To do - The answer must consist of each line below that contains the string "service".

Listed entries -
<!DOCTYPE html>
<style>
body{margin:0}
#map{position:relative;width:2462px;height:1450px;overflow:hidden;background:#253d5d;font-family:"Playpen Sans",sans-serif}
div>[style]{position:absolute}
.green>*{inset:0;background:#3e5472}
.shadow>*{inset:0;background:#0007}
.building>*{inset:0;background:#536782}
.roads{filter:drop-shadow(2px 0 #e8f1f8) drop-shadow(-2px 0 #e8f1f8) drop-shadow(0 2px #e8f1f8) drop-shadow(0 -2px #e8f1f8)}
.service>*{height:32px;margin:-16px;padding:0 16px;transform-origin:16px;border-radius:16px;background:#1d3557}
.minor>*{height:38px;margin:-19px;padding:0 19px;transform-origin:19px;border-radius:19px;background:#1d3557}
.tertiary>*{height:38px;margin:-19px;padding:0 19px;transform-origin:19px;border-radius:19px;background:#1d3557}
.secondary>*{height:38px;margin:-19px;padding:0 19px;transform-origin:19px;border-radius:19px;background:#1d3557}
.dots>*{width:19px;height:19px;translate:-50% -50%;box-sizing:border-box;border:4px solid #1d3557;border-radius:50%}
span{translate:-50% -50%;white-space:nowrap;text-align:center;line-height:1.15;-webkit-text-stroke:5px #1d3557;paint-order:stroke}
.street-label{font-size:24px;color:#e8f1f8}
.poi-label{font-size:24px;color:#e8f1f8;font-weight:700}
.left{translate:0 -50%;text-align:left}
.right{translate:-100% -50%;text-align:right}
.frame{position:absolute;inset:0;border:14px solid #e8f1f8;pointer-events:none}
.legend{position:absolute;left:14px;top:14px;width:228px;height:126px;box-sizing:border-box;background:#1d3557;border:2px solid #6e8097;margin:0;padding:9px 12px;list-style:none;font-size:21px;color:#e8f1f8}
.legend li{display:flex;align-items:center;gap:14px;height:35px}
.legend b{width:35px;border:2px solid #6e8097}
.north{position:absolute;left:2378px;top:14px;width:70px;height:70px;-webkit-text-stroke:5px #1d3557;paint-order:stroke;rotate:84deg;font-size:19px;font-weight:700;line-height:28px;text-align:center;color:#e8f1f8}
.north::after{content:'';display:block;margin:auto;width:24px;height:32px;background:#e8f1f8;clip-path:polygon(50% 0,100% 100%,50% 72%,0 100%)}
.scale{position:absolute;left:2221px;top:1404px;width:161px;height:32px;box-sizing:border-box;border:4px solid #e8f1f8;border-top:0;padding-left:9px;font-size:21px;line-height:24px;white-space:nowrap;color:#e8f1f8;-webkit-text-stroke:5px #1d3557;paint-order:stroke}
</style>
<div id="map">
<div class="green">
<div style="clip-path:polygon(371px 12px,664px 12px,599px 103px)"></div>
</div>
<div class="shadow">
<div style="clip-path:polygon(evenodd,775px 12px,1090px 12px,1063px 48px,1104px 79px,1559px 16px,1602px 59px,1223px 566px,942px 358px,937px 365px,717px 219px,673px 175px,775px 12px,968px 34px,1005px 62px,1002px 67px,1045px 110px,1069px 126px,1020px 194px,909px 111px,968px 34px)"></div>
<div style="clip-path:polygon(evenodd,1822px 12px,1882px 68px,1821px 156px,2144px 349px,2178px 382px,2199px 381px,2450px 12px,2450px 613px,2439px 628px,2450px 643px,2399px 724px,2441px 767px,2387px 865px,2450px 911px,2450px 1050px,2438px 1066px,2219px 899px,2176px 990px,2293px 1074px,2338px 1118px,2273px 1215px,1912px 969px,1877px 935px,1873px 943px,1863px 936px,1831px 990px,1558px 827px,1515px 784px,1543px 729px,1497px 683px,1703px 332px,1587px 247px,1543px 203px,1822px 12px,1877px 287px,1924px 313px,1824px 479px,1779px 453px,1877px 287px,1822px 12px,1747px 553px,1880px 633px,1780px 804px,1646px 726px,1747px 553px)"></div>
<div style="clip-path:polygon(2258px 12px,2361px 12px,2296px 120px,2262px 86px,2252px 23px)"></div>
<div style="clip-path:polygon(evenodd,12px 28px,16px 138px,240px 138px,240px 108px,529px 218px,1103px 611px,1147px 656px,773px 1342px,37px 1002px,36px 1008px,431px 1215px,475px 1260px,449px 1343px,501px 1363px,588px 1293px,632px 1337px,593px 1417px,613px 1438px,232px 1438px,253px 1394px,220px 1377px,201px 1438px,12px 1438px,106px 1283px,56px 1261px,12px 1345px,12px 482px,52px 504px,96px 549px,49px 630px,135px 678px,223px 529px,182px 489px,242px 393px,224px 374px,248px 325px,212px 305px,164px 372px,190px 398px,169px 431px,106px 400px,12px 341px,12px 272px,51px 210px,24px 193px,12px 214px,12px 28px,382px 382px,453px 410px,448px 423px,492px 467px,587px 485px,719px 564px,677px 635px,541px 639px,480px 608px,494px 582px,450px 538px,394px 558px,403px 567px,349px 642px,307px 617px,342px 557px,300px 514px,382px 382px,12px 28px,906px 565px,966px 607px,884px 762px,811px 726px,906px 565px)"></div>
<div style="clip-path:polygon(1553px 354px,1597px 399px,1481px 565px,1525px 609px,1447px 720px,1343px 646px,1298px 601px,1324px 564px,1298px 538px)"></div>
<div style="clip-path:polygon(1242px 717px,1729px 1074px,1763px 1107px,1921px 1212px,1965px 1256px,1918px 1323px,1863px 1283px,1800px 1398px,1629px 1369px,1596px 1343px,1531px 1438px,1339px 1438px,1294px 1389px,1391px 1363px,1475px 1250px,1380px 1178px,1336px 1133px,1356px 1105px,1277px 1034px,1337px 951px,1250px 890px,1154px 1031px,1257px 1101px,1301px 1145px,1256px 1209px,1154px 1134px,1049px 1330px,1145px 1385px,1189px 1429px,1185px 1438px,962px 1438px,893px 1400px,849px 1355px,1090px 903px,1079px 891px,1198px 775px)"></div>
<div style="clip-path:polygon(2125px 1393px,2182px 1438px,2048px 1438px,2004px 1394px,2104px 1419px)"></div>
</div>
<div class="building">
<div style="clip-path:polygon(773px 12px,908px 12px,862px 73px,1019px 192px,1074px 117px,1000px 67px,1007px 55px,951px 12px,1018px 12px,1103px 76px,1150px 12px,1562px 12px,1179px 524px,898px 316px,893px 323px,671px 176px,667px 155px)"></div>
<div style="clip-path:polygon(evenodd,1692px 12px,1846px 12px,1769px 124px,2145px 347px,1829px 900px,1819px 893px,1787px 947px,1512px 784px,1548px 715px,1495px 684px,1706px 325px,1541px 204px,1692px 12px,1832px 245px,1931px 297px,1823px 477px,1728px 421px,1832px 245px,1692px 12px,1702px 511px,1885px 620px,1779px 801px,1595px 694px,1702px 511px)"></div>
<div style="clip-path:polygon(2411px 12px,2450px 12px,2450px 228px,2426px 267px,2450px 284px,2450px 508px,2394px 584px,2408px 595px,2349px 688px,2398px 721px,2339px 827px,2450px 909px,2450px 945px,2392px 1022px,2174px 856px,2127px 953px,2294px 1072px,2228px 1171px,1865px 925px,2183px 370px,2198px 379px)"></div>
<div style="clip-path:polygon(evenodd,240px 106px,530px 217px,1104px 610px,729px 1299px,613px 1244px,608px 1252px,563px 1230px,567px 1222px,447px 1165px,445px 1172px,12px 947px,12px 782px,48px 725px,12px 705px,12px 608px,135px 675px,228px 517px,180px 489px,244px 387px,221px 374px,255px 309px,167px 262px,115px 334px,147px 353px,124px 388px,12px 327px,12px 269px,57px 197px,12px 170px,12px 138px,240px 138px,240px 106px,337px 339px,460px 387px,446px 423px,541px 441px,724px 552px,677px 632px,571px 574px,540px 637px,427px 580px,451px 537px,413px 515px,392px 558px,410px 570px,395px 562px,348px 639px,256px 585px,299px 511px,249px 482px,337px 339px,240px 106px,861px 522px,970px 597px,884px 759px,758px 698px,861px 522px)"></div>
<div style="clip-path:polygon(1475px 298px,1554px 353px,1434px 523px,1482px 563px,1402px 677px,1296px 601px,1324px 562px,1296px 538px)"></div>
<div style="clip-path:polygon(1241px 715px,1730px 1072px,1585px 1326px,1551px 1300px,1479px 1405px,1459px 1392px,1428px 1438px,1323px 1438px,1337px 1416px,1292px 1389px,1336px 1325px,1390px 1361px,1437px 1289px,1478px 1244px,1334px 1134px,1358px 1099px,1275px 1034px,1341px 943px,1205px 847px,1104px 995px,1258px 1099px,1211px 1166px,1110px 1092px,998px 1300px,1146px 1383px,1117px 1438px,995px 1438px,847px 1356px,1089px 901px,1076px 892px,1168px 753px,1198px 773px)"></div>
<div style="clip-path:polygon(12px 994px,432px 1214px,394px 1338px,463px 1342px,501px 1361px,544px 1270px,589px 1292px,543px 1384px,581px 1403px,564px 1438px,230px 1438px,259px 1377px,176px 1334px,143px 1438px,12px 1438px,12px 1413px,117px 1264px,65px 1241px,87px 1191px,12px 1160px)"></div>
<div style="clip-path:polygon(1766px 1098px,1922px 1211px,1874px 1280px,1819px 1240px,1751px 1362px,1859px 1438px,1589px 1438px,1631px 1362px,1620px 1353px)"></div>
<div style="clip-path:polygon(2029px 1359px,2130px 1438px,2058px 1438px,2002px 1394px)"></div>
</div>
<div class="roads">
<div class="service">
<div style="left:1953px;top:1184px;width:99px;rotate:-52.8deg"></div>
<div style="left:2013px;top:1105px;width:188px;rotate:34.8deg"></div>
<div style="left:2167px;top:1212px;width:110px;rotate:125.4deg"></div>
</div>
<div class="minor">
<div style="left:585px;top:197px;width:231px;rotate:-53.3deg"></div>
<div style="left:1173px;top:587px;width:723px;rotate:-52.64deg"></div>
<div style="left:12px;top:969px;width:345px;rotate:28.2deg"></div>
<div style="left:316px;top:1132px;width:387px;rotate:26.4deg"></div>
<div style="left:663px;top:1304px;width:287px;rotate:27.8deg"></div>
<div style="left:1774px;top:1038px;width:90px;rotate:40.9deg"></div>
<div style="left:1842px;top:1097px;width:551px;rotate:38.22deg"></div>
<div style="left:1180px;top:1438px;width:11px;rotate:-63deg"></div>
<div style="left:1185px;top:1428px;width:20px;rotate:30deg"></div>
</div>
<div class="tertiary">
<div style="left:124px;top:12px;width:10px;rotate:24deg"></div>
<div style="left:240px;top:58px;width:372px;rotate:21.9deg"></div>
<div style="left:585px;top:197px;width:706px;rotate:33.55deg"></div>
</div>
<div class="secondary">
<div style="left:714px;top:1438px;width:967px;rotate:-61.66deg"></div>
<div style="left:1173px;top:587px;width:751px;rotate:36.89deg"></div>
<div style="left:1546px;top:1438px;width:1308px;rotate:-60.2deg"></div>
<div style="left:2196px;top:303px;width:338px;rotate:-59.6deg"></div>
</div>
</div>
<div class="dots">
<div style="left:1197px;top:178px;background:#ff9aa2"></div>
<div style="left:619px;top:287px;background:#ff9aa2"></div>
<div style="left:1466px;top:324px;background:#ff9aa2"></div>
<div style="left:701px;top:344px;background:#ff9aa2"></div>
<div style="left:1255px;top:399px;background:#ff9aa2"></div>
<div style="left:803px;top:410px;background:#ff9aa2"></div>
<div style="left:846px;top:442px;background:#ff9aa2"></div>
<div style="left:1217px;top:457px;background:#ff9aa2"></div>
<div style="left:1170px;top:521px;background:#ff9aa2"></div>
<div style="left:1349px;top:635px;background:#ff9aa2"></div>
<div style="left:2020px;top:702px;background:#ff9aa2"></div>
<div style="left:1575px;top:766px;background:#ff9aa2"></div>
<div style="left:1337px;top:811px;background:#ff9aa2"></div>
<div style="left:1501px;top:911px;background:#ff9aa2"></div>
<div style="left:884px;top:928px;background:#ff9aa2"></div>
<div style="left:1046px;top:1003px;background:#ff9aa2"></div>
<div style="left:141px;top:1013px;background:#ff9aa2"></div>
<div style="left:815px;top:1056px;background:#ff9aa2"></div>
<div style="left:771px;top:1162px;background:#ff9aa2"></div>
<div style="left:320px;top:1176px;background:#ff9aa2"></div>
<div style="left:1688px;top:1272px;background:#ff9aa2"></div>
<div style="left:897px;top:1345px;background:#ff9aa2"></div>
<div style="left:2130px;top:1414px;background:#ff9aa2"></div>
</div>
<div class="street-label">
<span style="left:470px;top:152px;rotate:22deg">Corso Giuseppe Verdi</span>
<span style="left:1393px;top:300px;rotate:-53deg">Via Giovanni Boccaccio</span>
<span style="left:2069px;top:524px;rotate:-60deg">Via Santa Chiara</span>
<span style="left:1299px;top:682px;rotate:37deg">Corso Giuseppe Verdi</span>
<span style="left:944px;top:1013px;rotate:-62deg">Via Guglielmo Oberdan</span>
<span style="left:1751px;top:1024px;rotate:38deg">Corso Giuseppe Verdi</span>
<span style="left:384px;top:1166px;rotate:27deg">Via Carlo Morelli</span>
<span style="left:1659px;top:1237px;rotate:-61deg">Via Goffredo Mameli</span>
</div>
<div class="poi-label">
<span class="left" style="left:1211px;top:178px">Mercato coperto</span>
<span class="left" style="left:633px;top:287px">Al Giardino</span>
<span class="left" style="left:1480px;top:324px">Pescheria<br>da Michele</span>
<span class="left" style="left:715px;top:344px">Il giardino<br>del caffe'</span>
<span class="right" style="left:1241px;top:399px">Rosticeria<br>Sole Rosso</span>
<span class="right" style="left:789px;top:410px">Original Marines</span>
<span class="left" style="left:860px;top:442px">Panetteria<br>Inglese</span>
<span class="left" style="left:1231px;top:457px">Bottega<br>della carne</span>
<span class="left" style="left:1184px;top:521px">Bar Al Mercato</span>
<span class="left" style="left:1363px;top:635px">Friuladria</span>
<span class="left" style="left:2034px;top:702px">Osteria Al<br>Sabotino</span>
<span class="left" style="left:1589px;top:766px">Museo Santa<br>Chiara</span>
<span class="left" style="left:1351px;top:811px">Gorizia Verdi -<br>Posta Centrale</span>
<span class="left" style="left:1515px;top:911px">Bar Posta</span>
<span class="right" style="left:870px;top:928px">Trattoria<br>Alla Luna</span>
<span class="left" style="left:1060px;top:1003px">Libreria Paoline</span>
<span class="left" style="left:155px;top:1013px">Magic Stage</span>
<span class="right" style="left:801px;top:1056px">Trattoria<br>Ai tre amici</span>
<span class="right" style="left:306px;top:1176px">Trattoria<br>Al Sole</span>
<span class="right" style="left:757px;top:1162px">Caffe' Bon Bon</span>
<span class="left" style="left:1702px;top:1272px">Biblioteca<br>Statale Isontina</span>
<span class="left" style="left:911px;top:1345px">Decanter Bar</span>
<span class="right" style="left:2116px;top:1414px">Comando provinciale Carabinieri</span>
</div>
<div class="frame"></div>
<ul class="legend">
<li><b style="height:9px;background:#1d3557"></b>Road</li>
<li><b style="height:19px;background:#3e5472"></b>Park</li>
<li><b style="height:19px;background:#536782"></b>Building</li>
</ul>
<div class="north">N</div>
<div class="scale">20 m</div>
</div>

Exercise solution -
.service>*{height:32px;margin:-16px;padding:0 16px;transform-origin:16px;border-radius:16px;background:#1d3557}
<div class="service">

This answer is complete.